_RECORD SET:_
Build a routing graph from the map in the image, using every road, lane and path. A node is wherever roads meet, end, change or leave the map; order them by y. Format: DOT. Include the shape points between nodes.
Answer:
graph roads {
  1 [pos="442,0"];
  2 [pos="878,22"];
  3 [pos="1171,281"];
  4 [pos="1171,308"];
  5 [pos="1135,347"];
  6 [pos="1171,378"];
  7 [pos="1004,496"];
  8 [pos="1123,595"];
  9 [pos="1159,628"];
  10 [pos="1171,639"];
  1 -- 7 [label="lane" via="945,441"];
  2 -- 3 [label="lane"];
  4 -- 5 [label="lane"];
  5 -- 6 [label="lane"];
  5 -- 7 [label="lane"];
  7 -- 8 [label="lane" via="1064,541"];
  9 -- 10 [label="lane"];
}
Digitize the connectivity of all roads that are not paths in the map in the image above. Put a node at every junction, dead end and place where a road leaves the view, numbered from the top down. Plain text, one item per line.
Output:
---
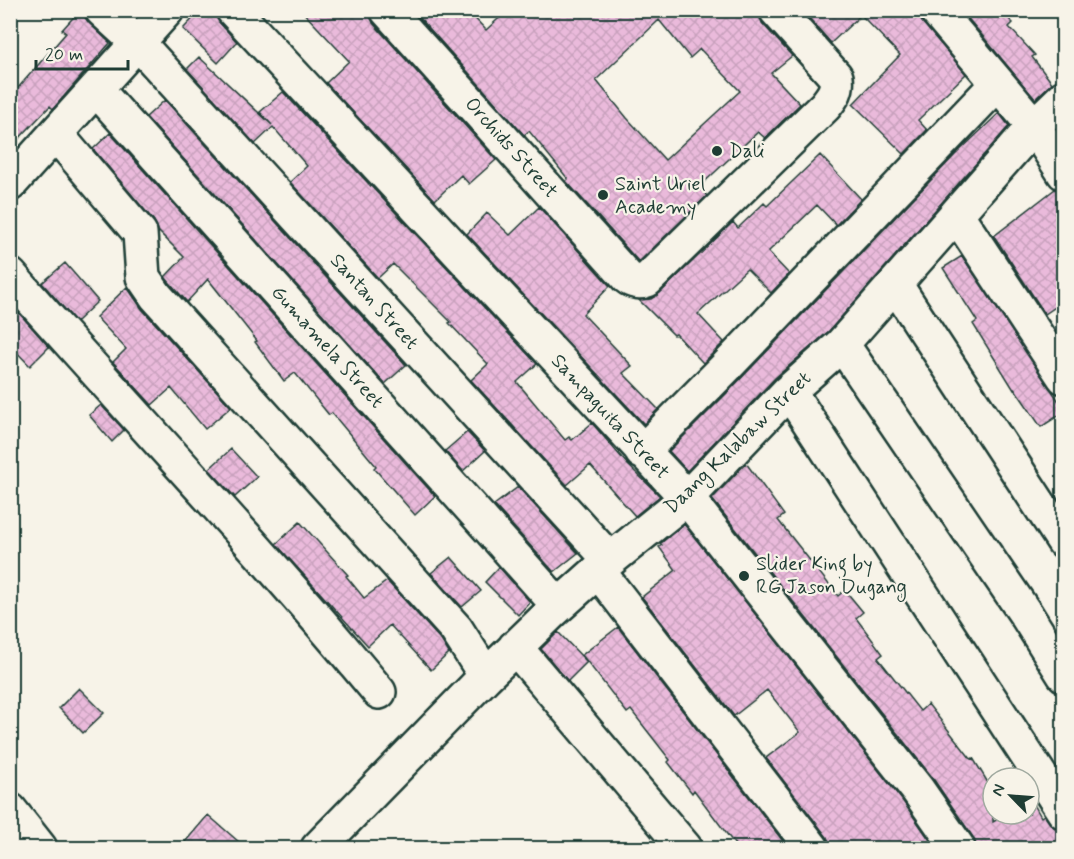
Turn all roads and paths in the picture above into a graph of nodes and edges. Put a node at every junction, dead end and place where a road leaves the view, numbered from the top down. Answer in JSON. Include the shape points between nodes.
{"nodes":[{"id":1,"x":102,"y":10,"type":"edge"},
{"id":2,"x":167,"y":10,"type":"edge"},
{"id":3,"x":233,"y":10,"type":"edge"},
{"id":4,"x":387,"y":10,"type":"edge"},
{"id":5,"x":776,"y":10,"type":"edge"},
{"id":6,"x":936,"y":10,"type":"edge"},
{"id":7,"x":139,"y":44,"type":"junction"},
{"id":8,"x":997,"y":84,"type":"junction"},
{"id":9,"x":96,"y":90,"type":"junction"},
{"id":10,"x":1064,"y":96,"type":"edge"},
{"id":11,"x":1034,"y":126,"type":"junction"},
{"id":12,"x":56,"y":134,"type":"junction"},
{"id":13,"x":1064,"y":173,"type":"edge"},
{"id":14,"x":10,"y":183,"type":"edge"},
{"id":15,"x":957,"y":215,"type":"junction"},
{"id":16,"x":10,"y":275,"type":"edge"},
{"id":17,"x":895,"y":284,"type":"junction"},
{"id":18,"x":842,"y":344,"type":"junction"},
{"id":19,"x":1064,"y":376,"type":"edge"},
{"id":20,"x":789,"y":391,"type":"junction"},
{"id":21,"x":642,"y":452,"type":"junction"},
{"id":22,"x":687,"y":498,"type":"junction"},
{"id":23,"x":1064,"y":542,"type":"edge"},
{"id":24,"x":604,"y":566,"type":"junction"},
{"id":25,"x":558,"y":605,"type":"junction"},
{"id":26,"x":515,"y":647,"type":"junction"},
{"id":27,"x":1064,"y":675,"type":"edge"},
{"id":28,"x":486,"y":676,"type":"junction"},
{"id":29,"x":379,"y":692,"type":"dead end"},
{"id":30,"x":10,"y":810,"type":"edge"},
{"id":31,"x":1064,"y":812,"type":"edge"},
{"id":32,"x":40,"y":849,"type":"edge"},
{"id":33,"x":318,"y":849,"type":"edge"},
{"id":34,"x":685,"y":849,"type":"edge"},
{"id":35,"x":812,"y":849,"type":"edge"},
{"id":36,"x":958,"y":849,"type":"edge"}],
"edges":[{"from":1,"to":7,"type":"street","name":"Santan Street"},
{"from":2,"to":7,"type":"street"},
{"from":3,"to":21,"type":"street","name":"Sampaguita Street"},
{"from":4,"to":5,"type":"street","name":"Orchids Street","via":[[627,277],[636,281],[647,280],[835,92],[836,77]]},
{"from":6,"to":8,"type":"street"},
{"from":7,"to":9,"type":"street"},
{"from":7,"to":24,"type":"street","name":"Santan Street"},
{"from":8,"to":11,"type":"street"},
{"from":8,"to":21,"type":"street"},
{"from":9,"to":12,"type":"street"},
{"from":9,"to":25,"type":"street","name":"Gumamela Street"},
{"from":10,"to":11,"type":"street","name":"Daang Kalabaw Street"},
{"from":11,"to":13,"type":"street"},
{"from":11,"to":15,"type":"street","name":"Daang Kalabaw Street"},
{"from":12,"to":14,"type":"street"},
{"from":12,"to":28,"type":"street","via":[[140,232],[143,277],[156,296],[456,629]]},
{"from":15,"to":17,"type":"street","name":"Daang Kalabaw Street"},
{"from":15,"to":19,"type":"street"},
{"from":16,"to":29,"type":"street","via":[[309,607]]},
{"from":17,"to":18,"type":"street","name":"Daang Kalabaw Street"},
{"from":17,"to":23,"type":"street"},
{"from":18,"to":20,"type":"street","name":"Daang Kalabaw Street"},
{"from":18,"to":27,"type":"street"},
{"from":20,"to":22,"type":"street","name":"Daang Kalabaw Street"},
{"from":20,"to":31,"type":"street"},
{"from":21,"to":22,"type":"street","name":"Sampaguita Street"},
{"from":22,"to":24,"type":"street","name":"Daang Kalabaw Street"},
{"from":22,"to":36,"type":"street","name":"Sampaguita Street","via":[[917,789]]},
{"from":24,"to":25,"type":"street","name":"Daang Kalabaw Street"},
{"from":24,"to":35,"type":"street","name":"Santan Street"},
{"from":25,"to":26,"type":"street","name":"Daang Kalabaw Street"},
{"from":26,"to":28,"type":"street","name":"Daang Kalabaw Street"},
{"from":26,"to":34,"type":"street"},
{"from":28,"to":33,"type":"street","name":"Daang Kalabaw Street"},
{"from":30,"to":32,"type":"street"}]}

_EXERCISE REQUIREMENTS:_
All lines in the preceding records that hold the word "image" need to be copied.

_SOLUTION FOR THIS EXERCISE:_
Build a routing graph from the map in the image, using every road, lane and path. A node is wherever roads meet, end, change or leave the map; order them by y. Format: DOT. Include the shape points between nodes.
Digitize the connectivity of all roads that are not paths in the map in the image above. Put a node at every junction, dead end and place where a road leaves the view, numbered from the top down. Plain text, one item per line.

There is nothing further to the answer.